On February 4, 2011, the Unit 2 area operator reported the train A essential chiller oil level below the lower sight glass. At this point, the total oil inventory in this chiller was 21 gallons. Any oil additions in excess of 20 gallons total inventory required the component engineers approval. The component engineer granted permission to add oil but not to exceed a total inventory of 25 gallons. Maintenance personnel added 2 gallons of oil to the compressor reservoir, bringing the total inventory to 23 gallons.

During standby conditions, Freon in the vapor compression cycle is absorbed by the oil.

When the compressor is running, dissolved Freon boils out of the oil. During this process, some oil is carried over into the vapor compression cycle. This results in oil transfer from the compressor reservoir to the evaporator section. Under normal load conditions, oil would boil off with the Freon and return to the compressor. Compressor vanes separate out the oil and it is returned to the reservoir. Prior to the low oil conditions described above, the chiller had been operated under either no load or very low load conditions. Very low load does not provide sufficient heat transfer in the evaporator section to cause the oil to boil off with the Freon. During the winter months there is insufficient load on the chilled water system to provide enough heat transfer at the chiller evaporator to drive the oil back to the compressor. This phenomenon has been well established since 1987; however the licensee had not institutionalized this operating experience in operating procedures or preventive maintenance programs.

Operating procedures did not specify additional monitoring requirements following compressor operation at low load. Preventive maintenance programs did not effectively control the oil reservoir level and total oil inventory during seasonal low load conditions.

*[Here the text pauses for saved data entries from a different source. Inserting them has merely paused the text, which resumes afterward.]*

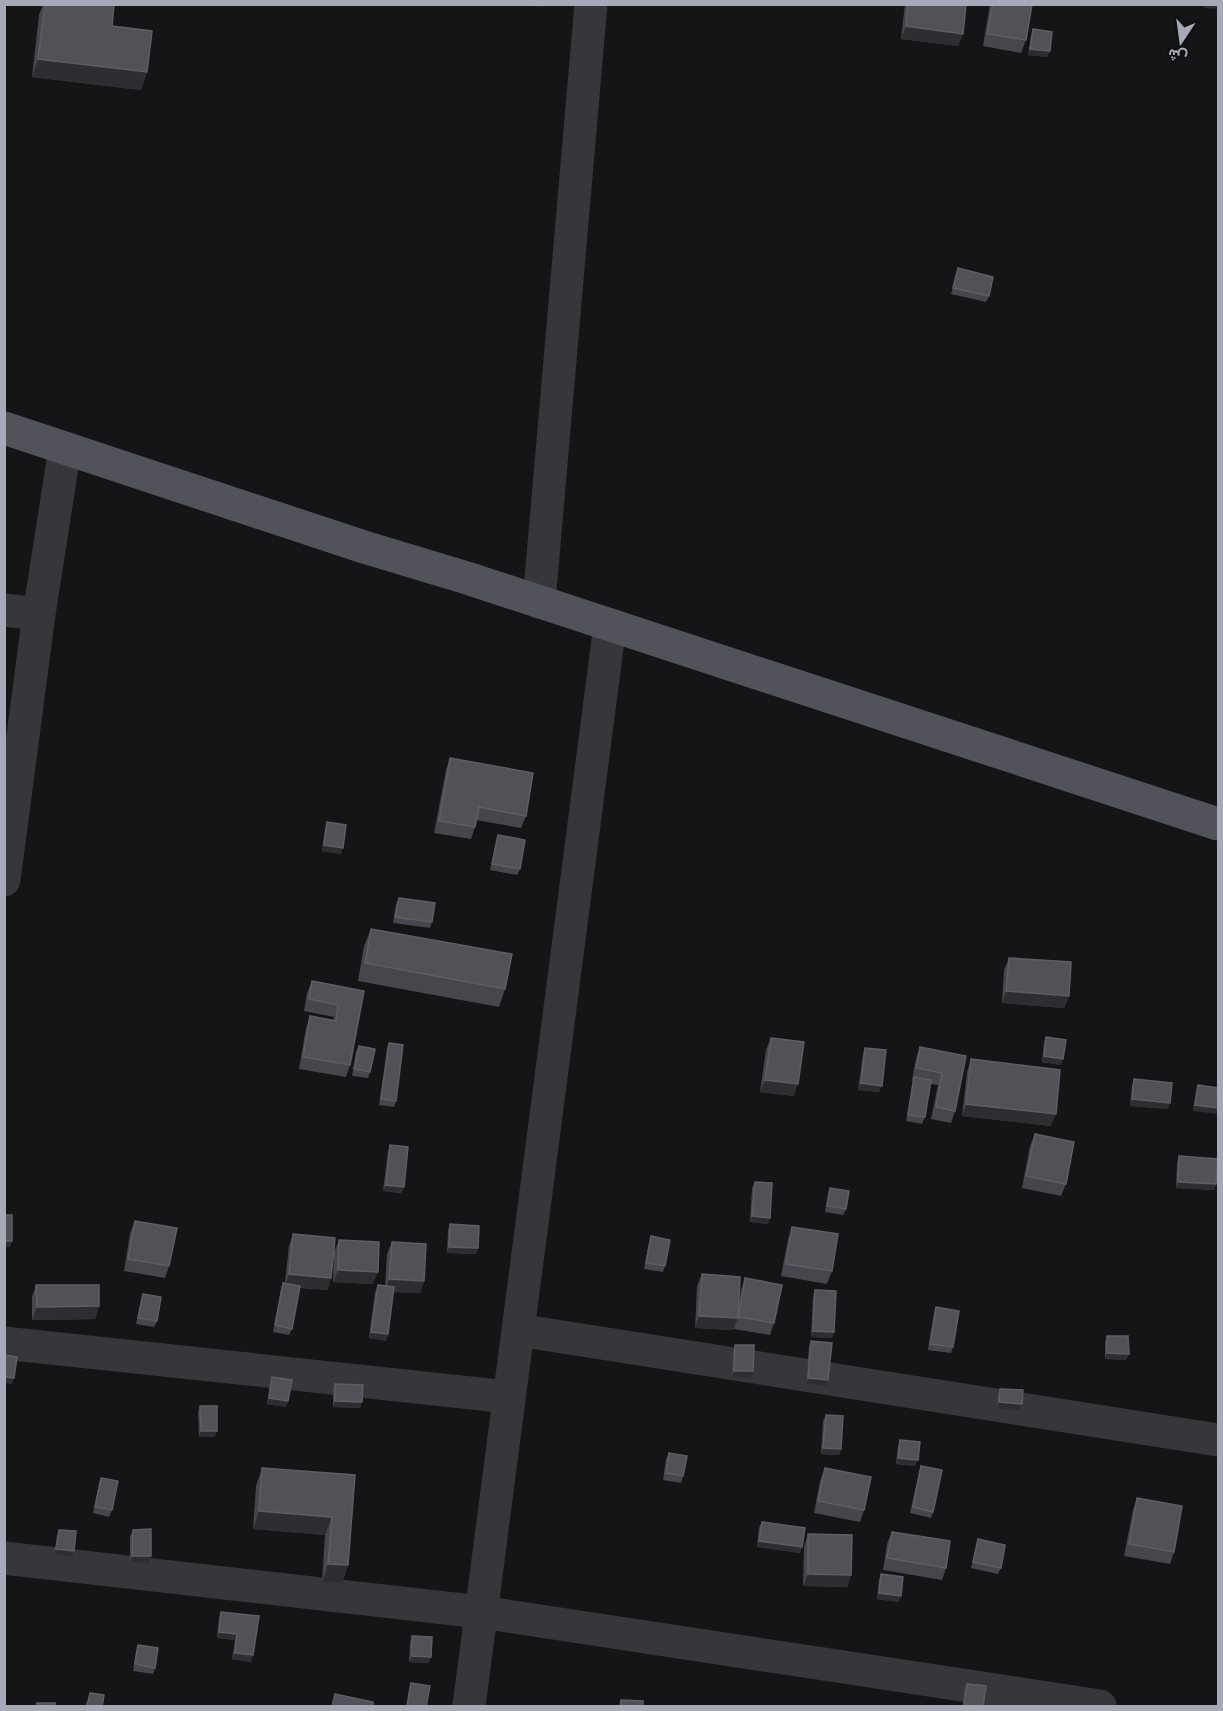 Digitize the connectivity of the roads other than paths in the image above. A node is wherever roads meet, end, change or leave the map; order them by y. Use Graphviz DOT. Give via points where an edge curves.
graph roads {
  1 [pos="591,4"];
  2 [pos="4,428"];
  3 [pos="65,448"];
  4 [pos="539,602"];
  5 [pos="4,610"];
  6 [pos="39,614"];
  7 [pos="610,625"];
  8 [pos="1218,824"];
  9 [pos="6,860"];
  10 [pos="518,1330"];
  11 [pos="4,1343"];
  12 [pos="510,1397"];
  13 [pos="1218,1440"];
  14 [pos="4,1558"];
  15 [pos="481,1612"];
  16 [pos="469,1707"];
  17 [pos="1100,1707"];
  1 -- 4 [label="street"];
  2 -- 3 [label="main road"];
  3 -- 4 [label="main road"];
  3 -- 6 [label="street"];
  4 -- 7 [label="main road"];
  5 -- 6 [label="street"];
  6 -- 9 [label="street"];
  7 -- 8 [label="main road"];
  7 -- 10 [label="street"];
  10 -- 12 [label="street"];
  10 -- 13 [label="street"];
  11 -- 12 [label="street"];
  12 -- 15 [label="street"];
  14 -- 15 [label="street"];
  15 -- 16 [label="street"];
  15 -- 17 [label="street"];
}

Operations, maintenance, and component engineering personnel collectively relied on the corrective action program to drive oil additions and removals. An administrative limit of 20 gallons total inventory was established by component engineering to preclude exceeding 25 gallons total oil inventory. However, engineering procedures did not provide appropriate corrective actions, such as recovering the oil from the evaporator section by distillation, when total inventory reached 20 gallons. Maintenance personnel were unaware that operations department personnel operated the machine under no load or very low load conditions. Inspectors questioned the licensee practice of relying on the corrective action program to drive compressor oil level alterations. Inspectors also questioned why oil distillation was not implemented prior to reaching a point that

limited the amount of oil that could be added. Reliance on the corrective action program to drive oil additions and removals resulted in the chiller oil level dropping below the level necessary to support operability on three separate occasions. The licensee implemented operating procedure revisions and is currently evaluating preventive maintenance practices to preclude compressor oil level from reaching out of specification conditions.

Analysis.

The inspectors concluded that the failure of operations, engineering, and maintenance personnel to adequately establish and implement monitoring procedures and preventive maintenance schedules was a performance deficiency. The inspectors determined that the performance deficiency was more than minor because it affected the equipment performance attribute of the Mitigating Systems Cornerstone and affected the cornerstone objective to ensure the availability, reliability, and capability of systems that respond to initiating events to prevent undesirable consequences. Using NRC Manual Chapter 0609, Attachment 4, Phase 1 - Initial Screening and Characterization of Findings, the inspectors determined the finding had a very low safety significance because the finding did not result in a loss of system safety function, an actual loss of safety function of a single train for greater than its technical specification allowed outage time, or screen as potentially risk-significant due to a seismic, flooding, or severe weather initiating event. The inspectors determined this finding had a crosscutting aspect in the area of problem identification and resolution associated with the operating experience component because the licensee failed to institutionalize internal operating experience through changes to station processes, procedures, and equipment [P.2.(b)].

Enforcement.

Technical Specification 5.4.1, Procedures, requires that procedures be established, implemented, and maintained covering the applicable procedures in Regulatory Guide 1.33. Regulatory Guide 1.33, Appendix A, Section 3 requires procedures for startup, operation, and shutdown of safety-related PWR systems.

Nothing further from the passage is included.